Hakelige / roboterartige Animationen reißen mich oft aus der Atmosphäre raus.


----------



## seasonn (22. September 2014)

Konsolen werden auch in 5 Jahren definitiv nicht in der Lage dazu sein, da diese dann ca die Leistung eines heutigen High-End PCs haben werden, so war es schon immer, denn Konsolen können nie mit der jeweils aktuellen High-End-Hardware ausgestattet werden, da diese dann zu teuer für die Konsolenkunden wären und im Preissegment eines Gaming-PCs wären, was widerum unsinnig wäre, da man sich dann ja gleich einen Gaming-PC zulegen könnte...


----------



## MisterBlonde (22. September 2014)

seasonn schrieb:


> Konsolen werden auch in 5 Jahren definitiv nicht in der Lage dazu sein, da diese dann ca die Leistung eines heutigen High-End PCs haben werden, so war es schon immer, [...]



Sehe ich anders. In fünf Jahren, sofern da eine neue Konsolengeneration kommt, können auf dieser Spiele sicher fotorealistisch aussehen, was aber nicht bedeutet, dass es auf einem besseren Rechner nicht noch fotorealistischer wäre. Fotorealismus ist, wenn ich mir die Verwendung des Worts in den vergangenen Jahrzehnten anschaue, zwar anhand einiger Indikatoren beurteilbar, aber nicht komplett messbar, also subjektiver Natur. Bei "Max Payne" sprach man 2001 von einer fotorealistischen Grafik, weil sie es für das damalige Empfinden war, zumindest, wenn es um die Texturen und Effekte ging. Heute spiele ich eine Partie FIFA 15 und vergesse für kurze Momente immer wieder, ein Spiel zu spielen. Das gleiche hatte ich vor kurzem immer mal wieder bei "Watch Dogs", wenn das Spiel bei regennasser Fahrbahn und Abendsonne wirklich grafisch einiges aufgefahren hat. Durch DOF-Effekte wird seit geraumer Zeit sogar immer wieder ein Effekt der Fototechnik verwendet, der diesen Eindruck verstärkt.

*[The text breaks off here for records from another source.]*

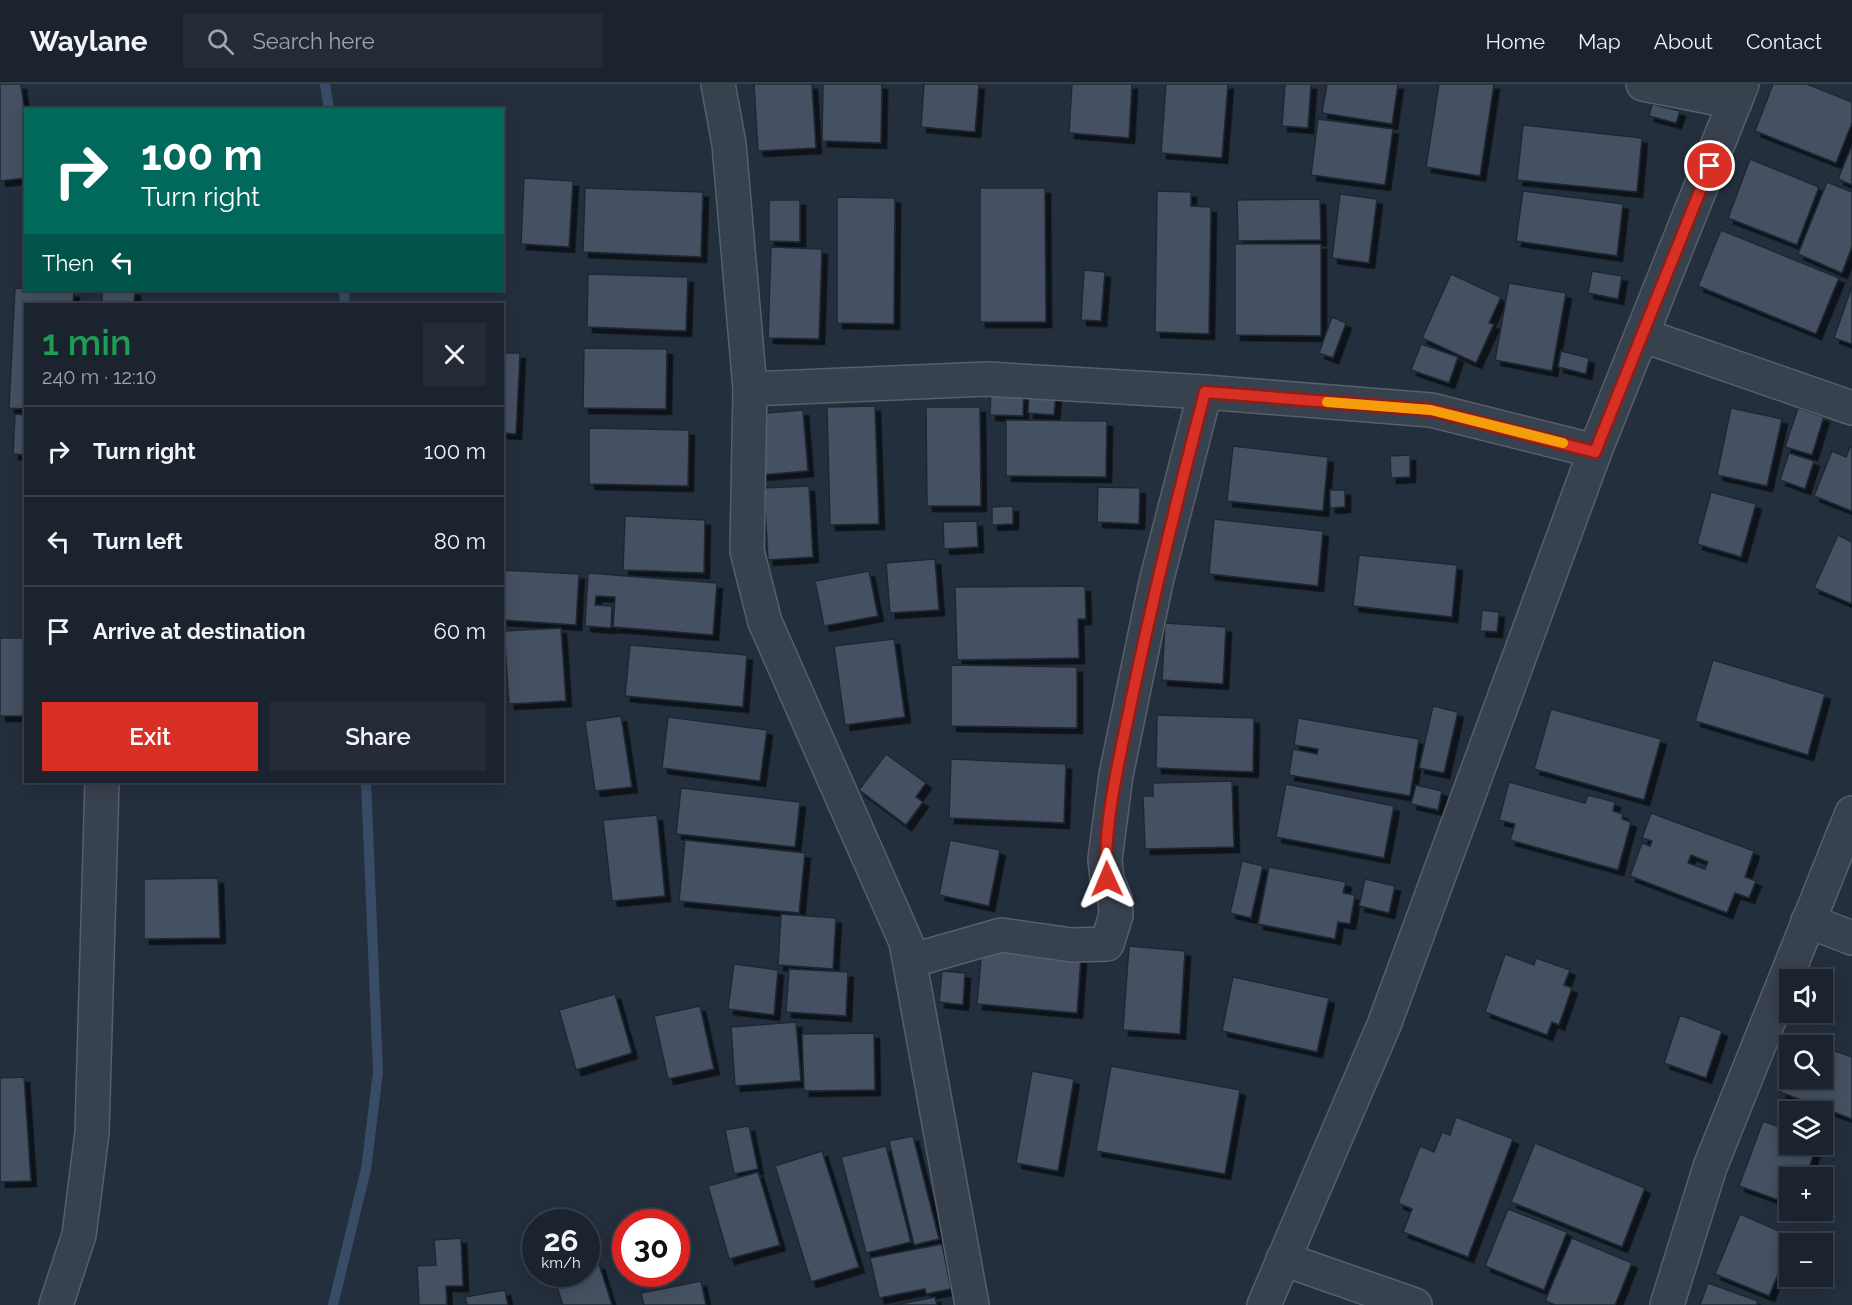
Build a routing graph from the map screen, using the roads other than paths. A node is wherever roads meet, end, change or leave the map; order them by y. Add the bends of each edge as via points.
1 (718, 84) edge
2 (1643, 84) edge
3 (1739, 93) edge
4 (1642, 335) junction
5 (750, 389) junction
6 (1205, 392) junction
7 (1852, 408) edge
8 (1595, 452) junction
9 (102, 783) edge
10 (1852, 813) edge
11 (1808, 921) junction
12 (1852, 938) edge
13 (910, 961) junction
14 (1284, 1259) junction
15 (56, 1305) edge
16 (972, 1305) edge
17 (1264, 1305) edge
18 (1415, 1305) edge
19 (1667, 1305) edge

1 - 5 street via 729,144
2 - 3 street
3 - 4 street
4 - 7 street
4 - 8 street
5 - 6 street via 987,379
5 - 13 street via 747,550 765,622 906,942
6 - 8 street via 1431,410
6 - 13 street via 1156,582 1116,775 1105,859 1116,915 1107,944 1072,945 1001,935
8 - 14 street via 1384,1025
9 - 15 street via 92,1133 79,1235
10 - 11 street
11 - 12 street
11 - 19 street via 1710,1167
13 - 16 street
14 - 17 street
14 - 18 street

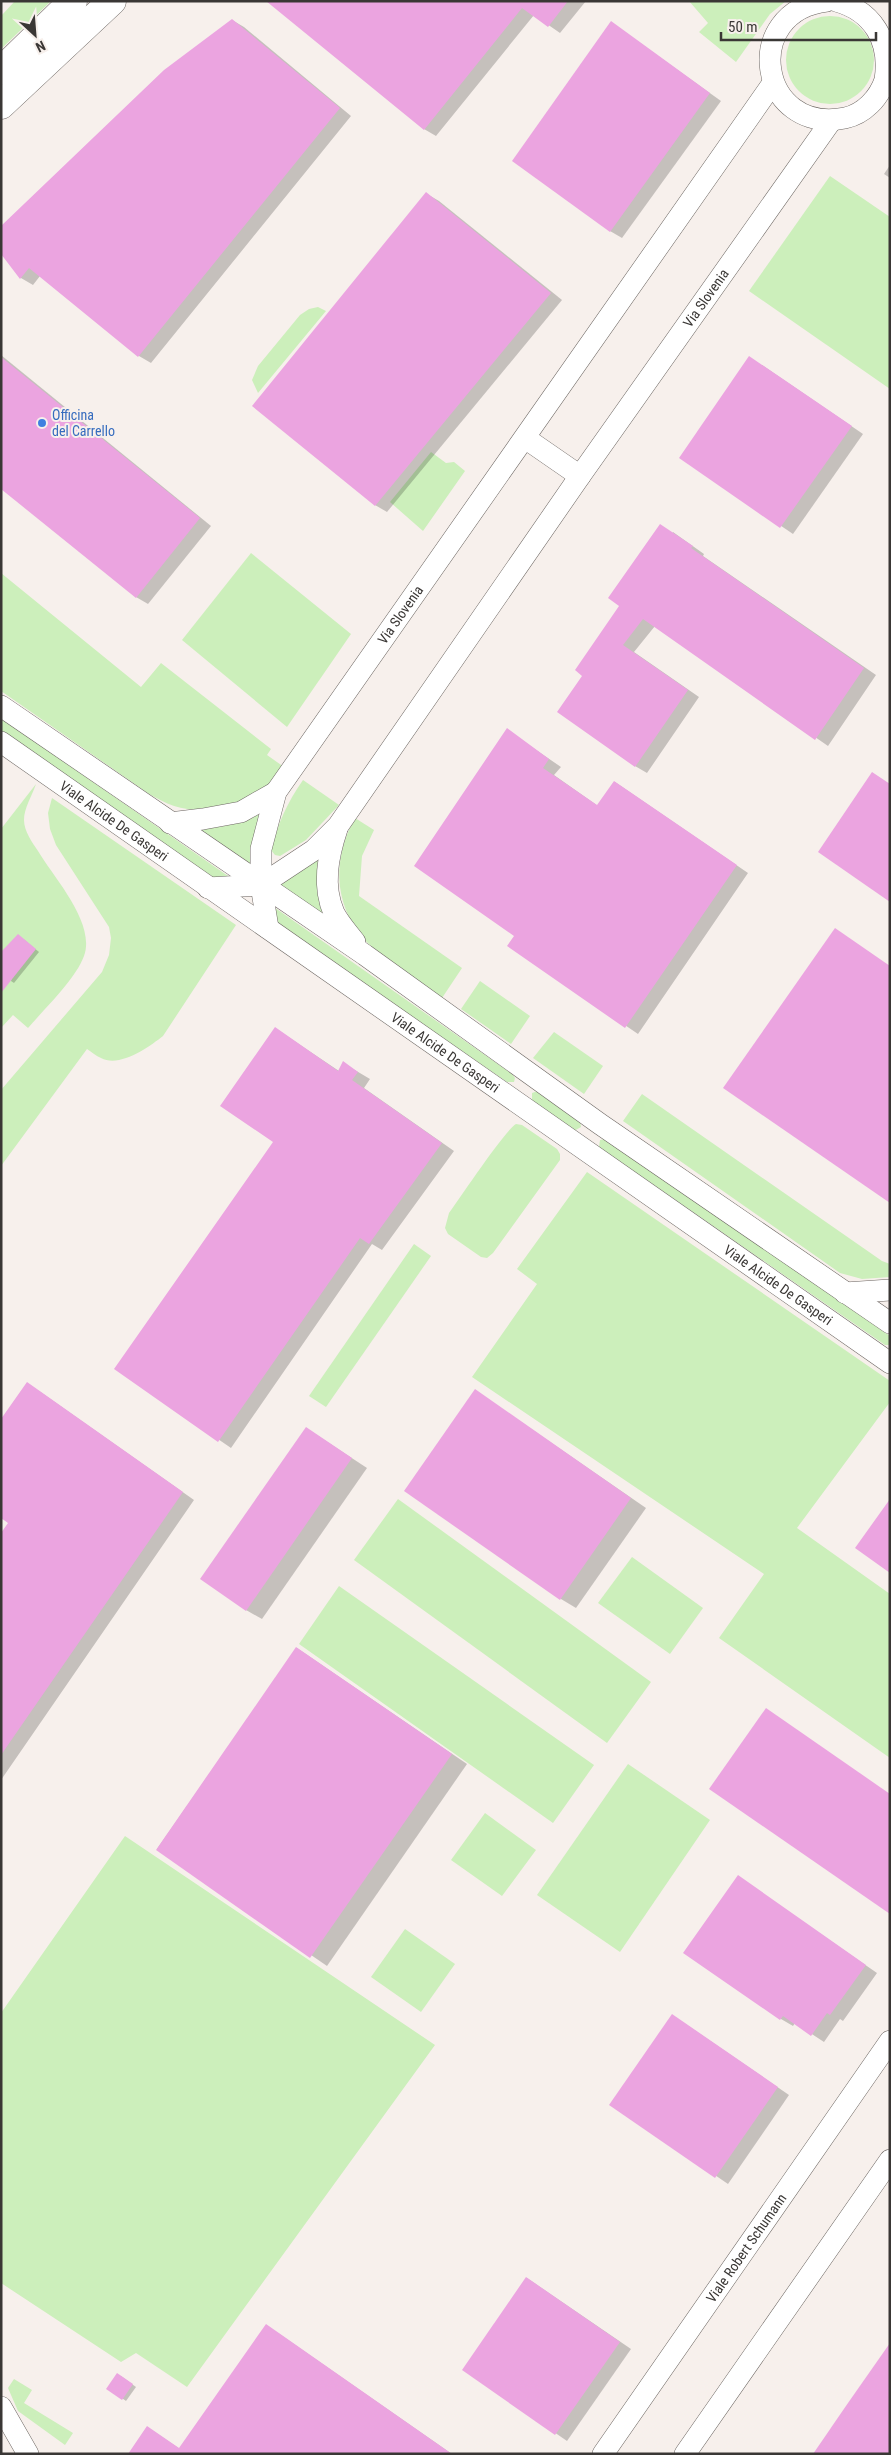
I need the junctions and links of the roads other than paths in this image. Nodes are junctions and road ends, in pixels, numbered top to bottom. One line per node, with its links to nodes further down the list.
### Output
1 (73, 1): 5 (main road)
2 (112, 1): 7 (main road)
3 (827, 1): 6 (street)
4 (836, 1): 8 (street)
5 (1, 71)
6 (773, 83): 8 (street); 9 (street, Via Slovenia)
7 (1, 105)
8 (831, 121): 10 (street, Via Slovenia)
9 (526, 438): 10 (street); 13 (street, Via Slovenia)
10 (580, 476): 15 (street, Via Slovenia)
11 (1, 706): 14 (street)
12 (1, 742): 17 (street, Viale Alcide De Gasperi)
13 (276, 792): 14 (street, Via Slovenia); 16 (street, Via Slovenia)
14 (170, 823): 16 (street)
15 (338, 826): 16 (street, Via Slovenia); 19 (street, Via Slovenia)
16 (261, 885): 17 (street); 18 (street, Via Slovenia); 19 (street)
17 (208, 888): 18 (street, Viale Alcide De Gasperi)
18 (268, 928): 23 (street, Viale Alcide De Gasperi)
19 (365, 955): 21 (street)
20 (890, 1290): 21 (street)
21 (845, 1293): 22 (street)
22 (890, 1323)
23 (886, 1358)
24 (890, 2041): 28 (street, Viale Robert Schumann)
25 (890, 2160): 29 (street)
26 (1, 2406): 27 (street)
27 (28, 2454)
28 (603, 2454)
29 (685, 2454)

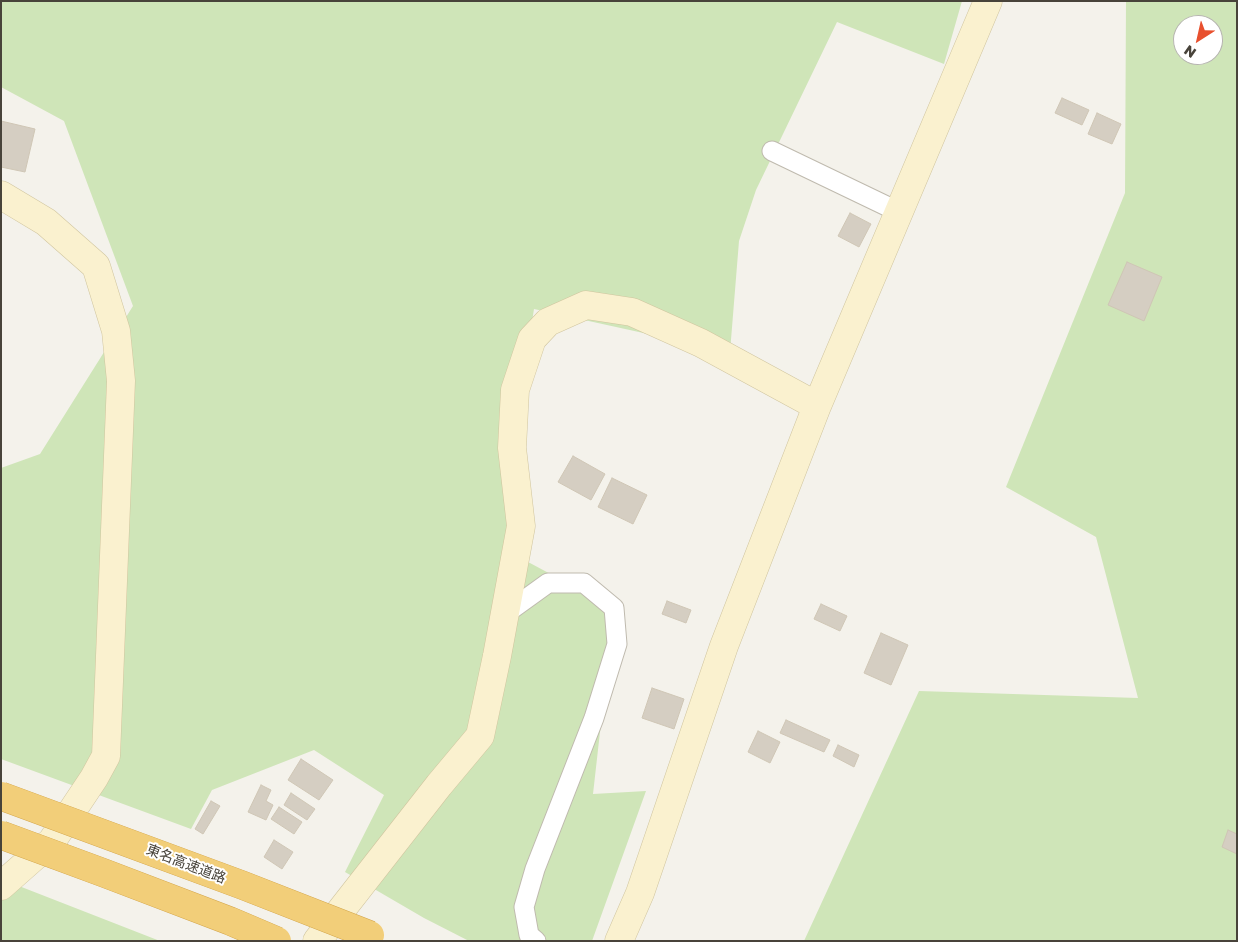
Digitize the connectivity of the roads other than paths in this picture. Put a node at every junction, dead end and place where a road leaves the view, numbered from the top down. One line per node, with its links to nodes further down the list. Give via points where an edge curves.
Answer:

Die Befürchtungen einiger hier, dass Spiele ihren Look verlieren könnten, finde ich unbegründet. Heute ist grafisch ja nun wirklich einiges machbar und die Indiegames mit Pixelgrafik boomen, wie noch nie. Diese Spiele werden nicht verschwinden und eine Firma wie z. B. "Telltale Games" werden auch nicht ihren speziellen Look über Bord werfen, weil die Technik noch weiter fortgeschritten ist. Bei Nintendo ist das doch seit Ewigkeiten erfolgreiche Praxis, auch die werden weiterhin dafür sorgen, dass Videospiele auch wie solche aussehen. Einen fotorealistischen Mario werden wir wohl kaum zu Gesicht bekommen.


----------



## Worrel (22. September 2014)

RedDragon20 schrieb:


> All das würde ich nun aber nicht als *Foto*realistisch bezeichnen. Als fotorealistisch bezeichnet man eher die Optik als solche, nicht aber Interaktion mit NPCs und Spielwelt...würde ich jetzt mal behaupten.
> Aber schon recht. In den genannten Punkten besteht Nachhol- und Verbesserungsbedarf.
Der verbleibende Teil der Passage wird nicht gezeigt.